▶ _RECORDS FOR PROCESSING_:
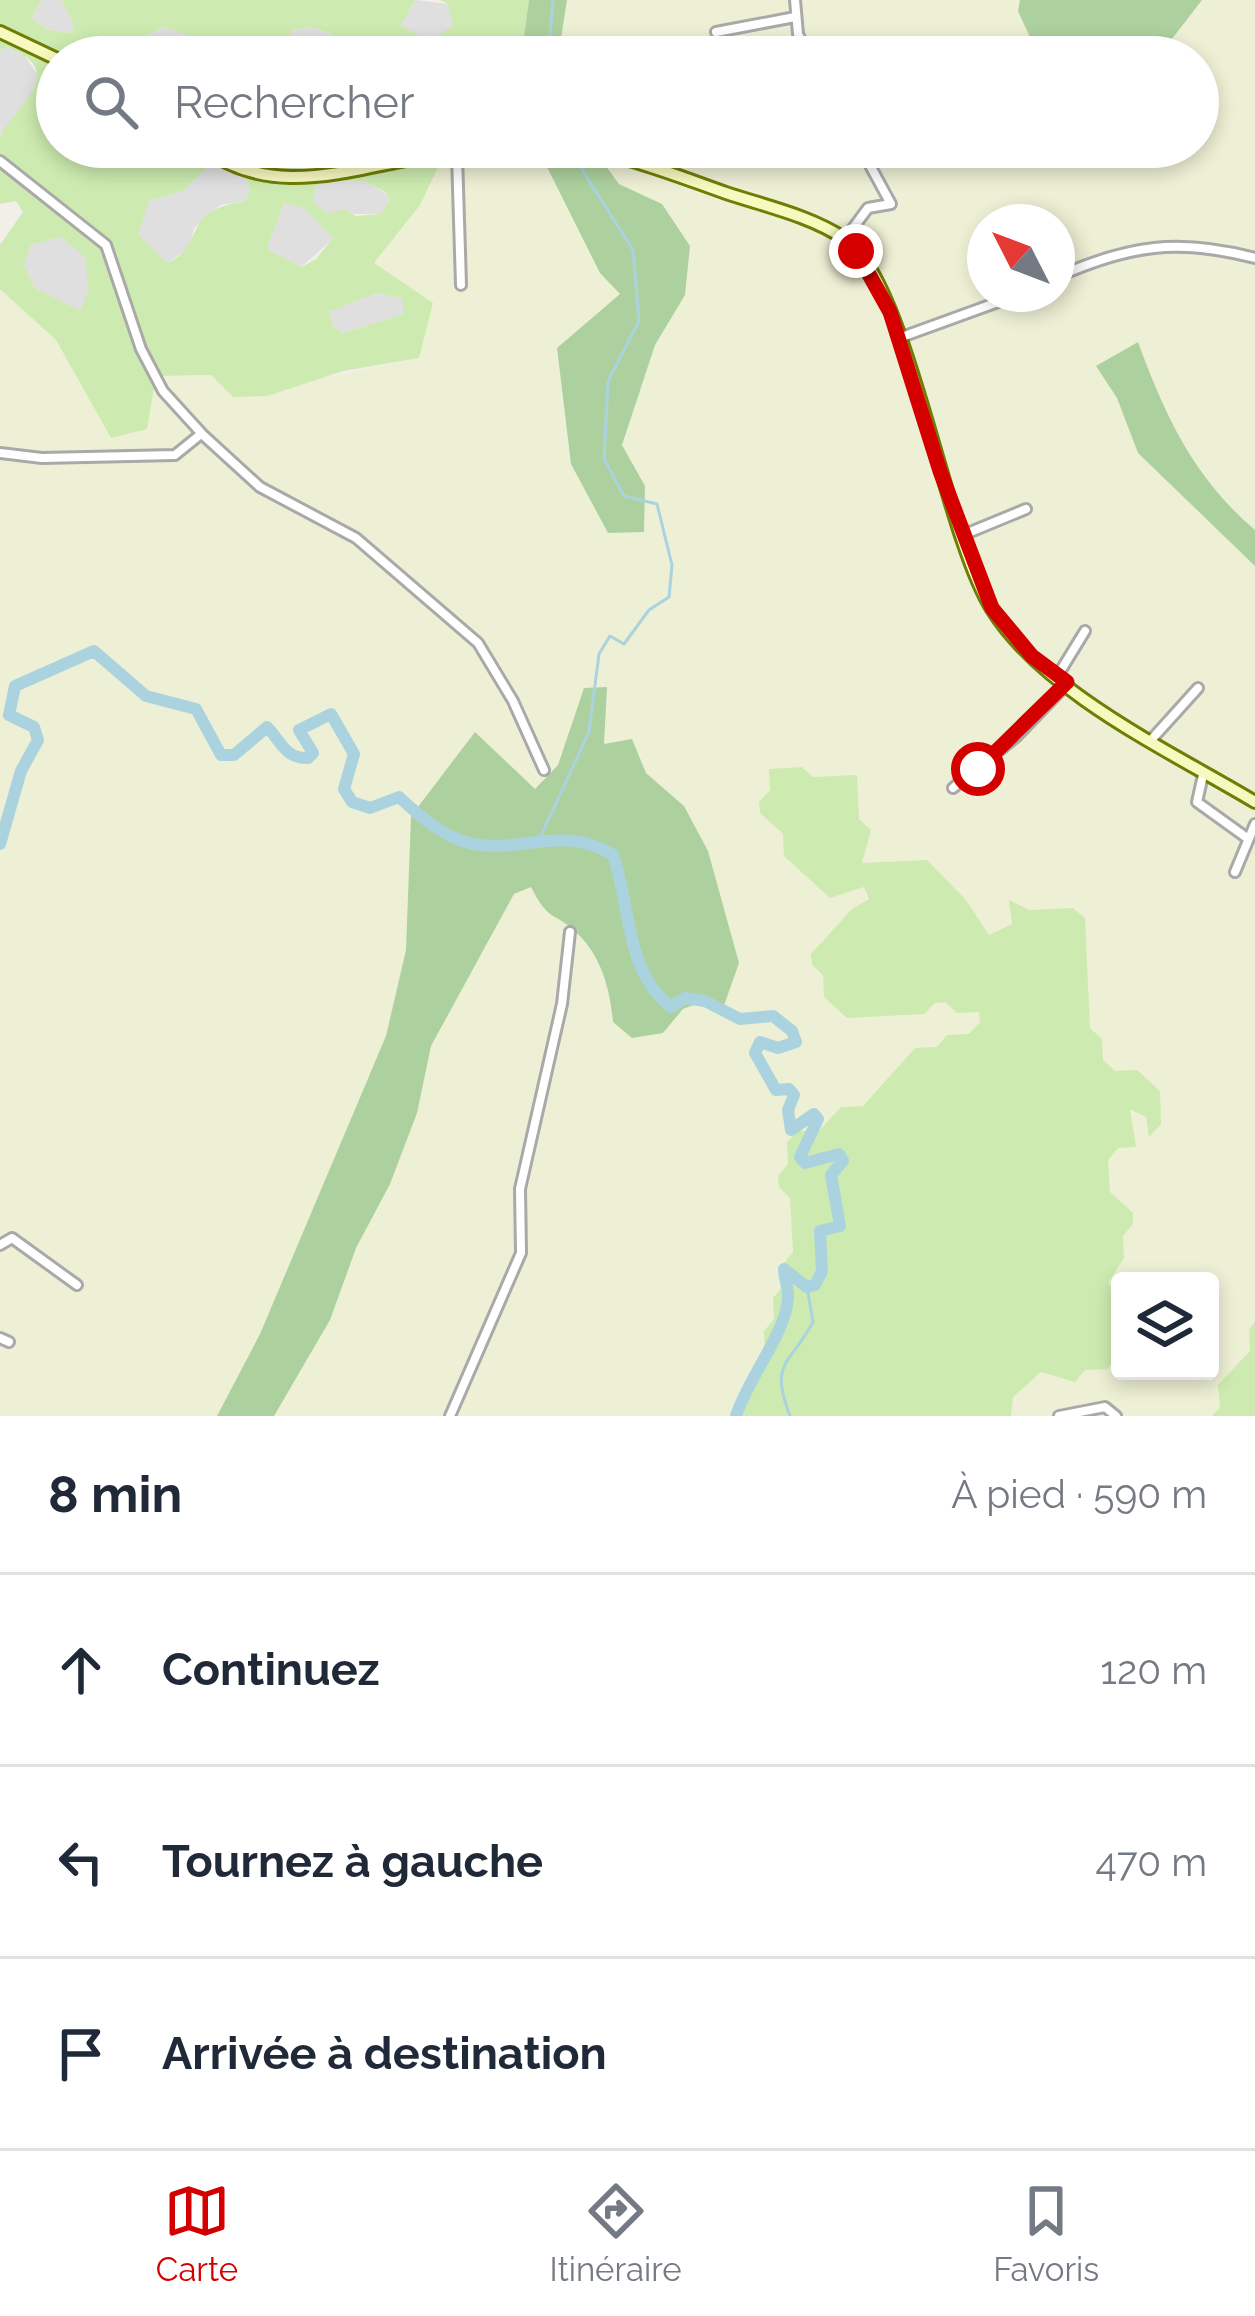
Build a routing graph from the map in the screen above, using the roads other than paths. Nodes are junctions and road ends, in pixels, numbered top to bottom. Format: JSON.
{"nodes":[{"id":1,"x":795,"y":0,"type":"edge"},
{"id":2,"x":795,"y":17,"type":"junction"},
{"id":3,"x":0,"y":32,"type":"edge"},
{"id":4,"x":716,"y":32,"type":"dead end"},
{"id":5,"x":802,"y":36,"type":"edge"},
{"id":6,"x":36,"y":48,"type":"edge"},
{"id":7,"x":0,"y":161,"type":"edge"},
{"id":8,"x":236,"y":168,"type":"edge"},
{"id":9,"x":385,"y":168,"type":"edge"},
{"id":10,"x":458,"y":168,"type":"edge"},
{"id":11,"x":651,"y":168,"type":"edge"},
{"id":12,"x":871,"y":168,"type":"edge"},
{"id":13,"x":845,"y":239,"type":"junction"},
{"id":14,"x":1255,"y":258,"type":"edge"},
{"id":15,"x":1075,"y":270,"type":"edge"},
{"id":16,"x":460,"y":285,"type":"dead end"},
{"id":17,"x":971,"y":312,"type":"edge"},
{"id":18,"x":899,"y":338,"type":"junction"},
{"id":19,"x":202,"y":434,"type":"junction"},
{"id":20,"x":0,"y":453,"type":"edge"},
{"id":21,"x":1026,"y":509,"type":"dead end"},
{"id":22,"x":963,"y":535,"type":"junction"},
{"id":23,"x":1085,"y":631,"type":"dead end"},
{"id":24,"x":1063,"y":679,"type":"junction"},
{"id":25,"x":1198,"y":688,"type":"dead end"},
{"id":26,"x":1152,"y":739,"type":"junction"},
{"id":27,"x":544,"y":770,"type":"dead end"},
{"id":28,"x":1203,"y":776,"type":"junction"},
{"id":29,"x":953,"y":788,"type":"dead end"},
{"id":30,"x":1255,"y":802,"type":"edge"},
{"id":31,"x":1255,"y":824,"type":"edge"},
{"id":32,"x":1251,"y":840,"type":"edge"},
{"id":33,"x":1235,"y":872,"type":"dead end"},
{"id":34,"x":570,"y":932,"type":"dead end"},
{"id":35,"x":0,"y":1245,"type":"edge"},
{"id":36,"x":77,"y":1286,"type":"dead end"},
{"id":37,"x":450,"y":1416,"type":"edge"},
{"id":38,"x":1059,"y":1416,"type":"edge"},
{"id":39,"x":1116,"y":1416,"type":"edge"}],
"edges":[{"from":1,"to":2,"type":"street"},
{"from":2,"to":4,"type":"street"},
{"from":2,"to":5,"type":"street"},
{"from":3,"to":6,"type":"street"},
{"from":7,"to":19,"type":"street"},
{"from":8,"to":9,"type":"street"},
{"from":10,"to":16,"type":"street"},
{"from":11,"to":13,"type":"street"},
{"from":12,"to":13,"type":"street"},
{"from":13,"to":18,"type":"street"},
{"from":14,"to":15,"type":"street"},
{"from":17,"to":18,"type":"street"},
{"from":18,"to":22,"type":"street"},
{"from":19,"to":20,"type":"street"},
{"from":19,"to":27,"type":"street"},
{"from":21,"to":22,"type":"street"},
{"from":22,"to":24,"type":"street"},
{"from":23,"to":24,"type":"street"},
{"from":24,"to":26,"type":"street"},
{"from":24,"to":29,"type":"street"},
{"from":25,"to":26,"type":"street"},
{"from":26,"to":28,"type":"street"},
{"from":28,"to":30,"type":"street"},
{"from":28,"to":32,"type":"street"},
{"from":31,"to":32,"type":"street"},
{"from":32,"to":33,"type":"street"},
{"from":34,"to":37,"type":"street"},
{"from":35,"to":36,"type":"street"},
{"from":38,"to":39,"type":"street"}]}
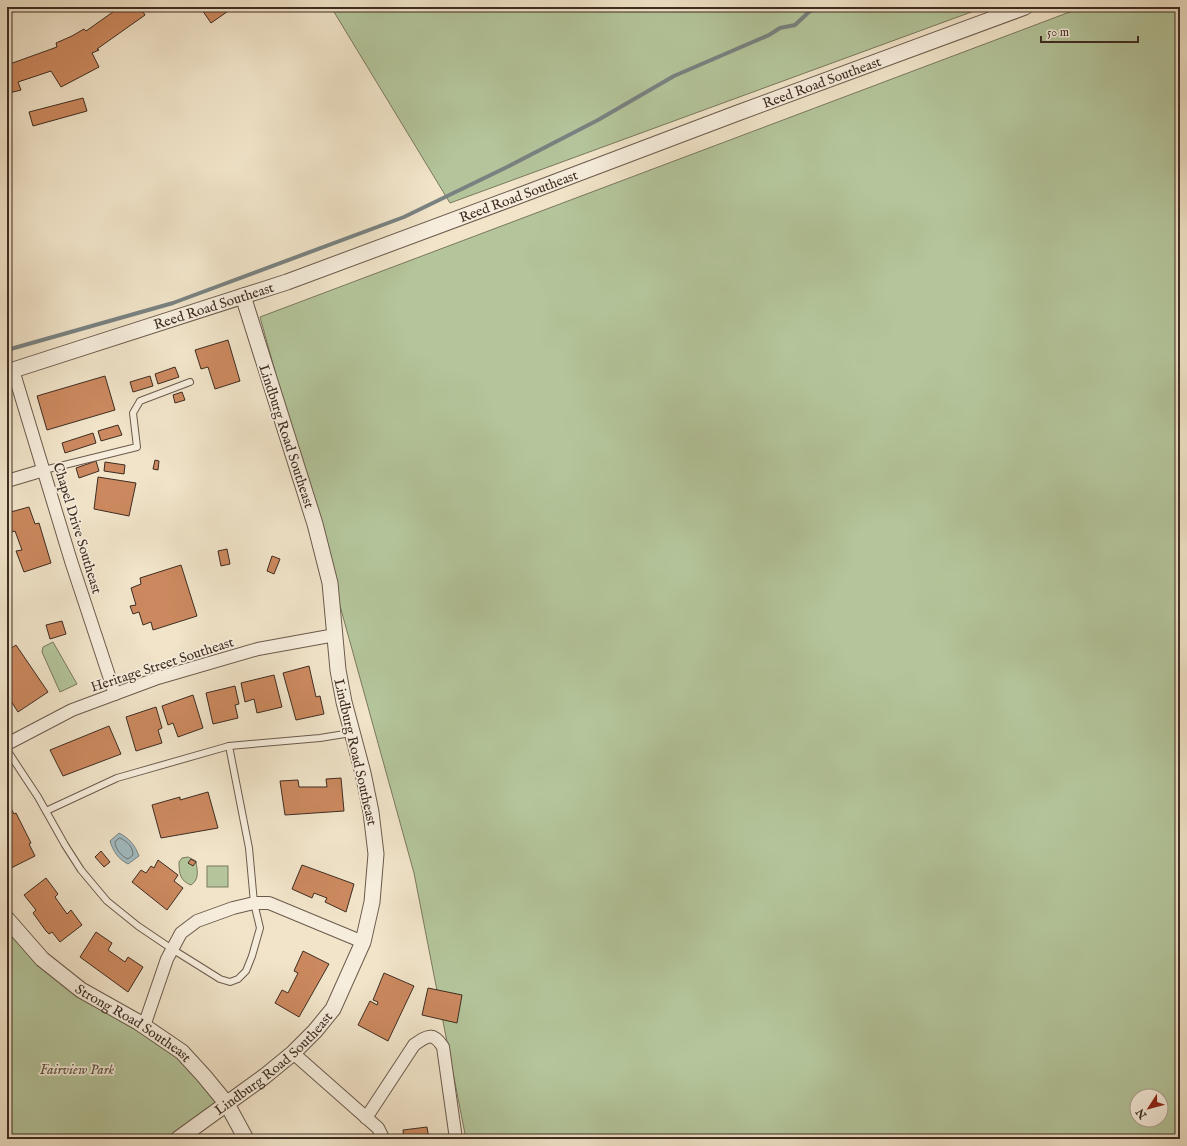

▶ _WHAT YOU SHOULD DO_: Output every entry word for word, but omit the pictures.

▶ _ANSWER_:
Build a routing graph from the map in the screen above, using the roads other than paths. Nodes are junctions and road ends, in pixels, numbered top to bottom. Format: JSON.
{"nodes":[{"id":1,"x":795,"y":0,"type":"edge"},
{"id":2,"x":795,"y":17,"type":"junction"},
{"id":3,"x":0,"y":32,"type":"edge"},
{"id":4,"x":716,"y":32,"type":"dead end"},
{"id":5,"x":802,"y":36,"type":"edge"},
{"id":6,"x":36,"y":48,"type":"edge"},
{"id":7,"x":0,"y":161,"type":"edge"},
{"id":8,"x":236,"y":168,"type":"edge"},
{"id":9,"x":385,"y":168,"type":"edge"},
{"id":10,"x":458,"y":168,"type":"edge"},
{"id":11,"x":651,"y":168,"type":"edge"},
{"id":12,"x":871,"y":168,"type":"edge"},
{"id":13,"x":845,"y":239,"type":"junction"},
{"id":14,"x":1255,"y":258,"type":"edge"},
{"id":15,"x":1075,"y":270,"type":"edge"},
{"id":16,"x":460,"y":285,"type":"dead end"},
{"id":17,"x":971,"y":312,"type":"edge"},
{"id":18,"x":899,"y":338,"type":"junction"},
{"id":19,"x":202,"y":434,"type":"junction"},
{"id":20,"x":0,"y":453,"type":"edge"},
{"id":21,"x":1026,"y":509,"type":"dead end"},
{"id":22,"x":963,"y":535,"type":"junction"},
{"id":23,"x":1085,"y":631,"type":"dead end"},
{"id":24,"x":1063,"y":679,"type":"junction"},
{"id":25,"x":1198,"y":688,"type":"dead end"},
{"id":26,"x":1152,"y":739,"type":"junction"},
{"id":27,"x":544,"y":770,"type":"dead end"},
{"id":28,"x":1203,"y":776,"type":"junction"},
{"id":29,"x":953,"y":788,"type":"dead end"},
{"id":30,"x":1255,"y":802,"type":"edge"},
{"id":31,"x":1255,"y":824,"type":"edge"},
{"id":32,"x":1251,"y":840,"type":"edge"},
{"id":33,"x":1235,"y":872,"type":"dead end"},
{"id":34,"x":570,"y":932,"type":"dead end"},
{"id":35,"x":0,"y":1245,"type":"edge"},
{"id":36,"x":77,"y":1286,"type":"dead end"},
{"id":37,"x":450,"y":1416,"type":"edge"},
{"id":38,"x":1059,"y":1416,"type":"edge"},
{"id":39,"x":1116,"y":1416,"type":"edge"}],
"edges":[{"from":1,"to":2,"type":"street"},
{"from":2,"to":4,"type":"street"},
{"from":2,"to":5,"type":"street"},
{"from":3,"to":6,"type":"street"},
{"from":7,"to":19,"type":"street"},
{"from":8,"to":9,"type":"street"},
{"from":10,"to":16,"type":"street"},
{"from":11,"to":13,"type":"street"},
{"from":12,"to":13,"type":"street"},
{"from":13,"to":18,"type":"street"},
{"from":14,"to":15,"type":"street"},
{"from":17,"to":18,"type":"street"},
{"from":18,"to":22,"type":"street"},
{"from":19,"to":20,"type":"street"},
{"from":19,"to":27,"type":"street"},
{"from":21,"to":22,"type":"street"},
{"from":22,"to":24,"type":"street"},
{"from":23,"to":24,"type":"street"},
{"from":24,"to":26,"type":"street"},
{"from":24,"to":29,"type":"street"},
{"from":25,"to":26,"type":"street"},
{"from":26,"to":28,"type":"street"},
{"from":28,"to":30,"type":"street"},
{"from":28,"to":32,"type":"street"},
{"from":31,"to":32,"type":"street"},
{"from":32,"to":33,"type":"street"},
{"from":34,"to":37,"type":"street"},
{"from":35,"to":36,"type":"street"},
{"from":38,"to":39,"type":"street"}]}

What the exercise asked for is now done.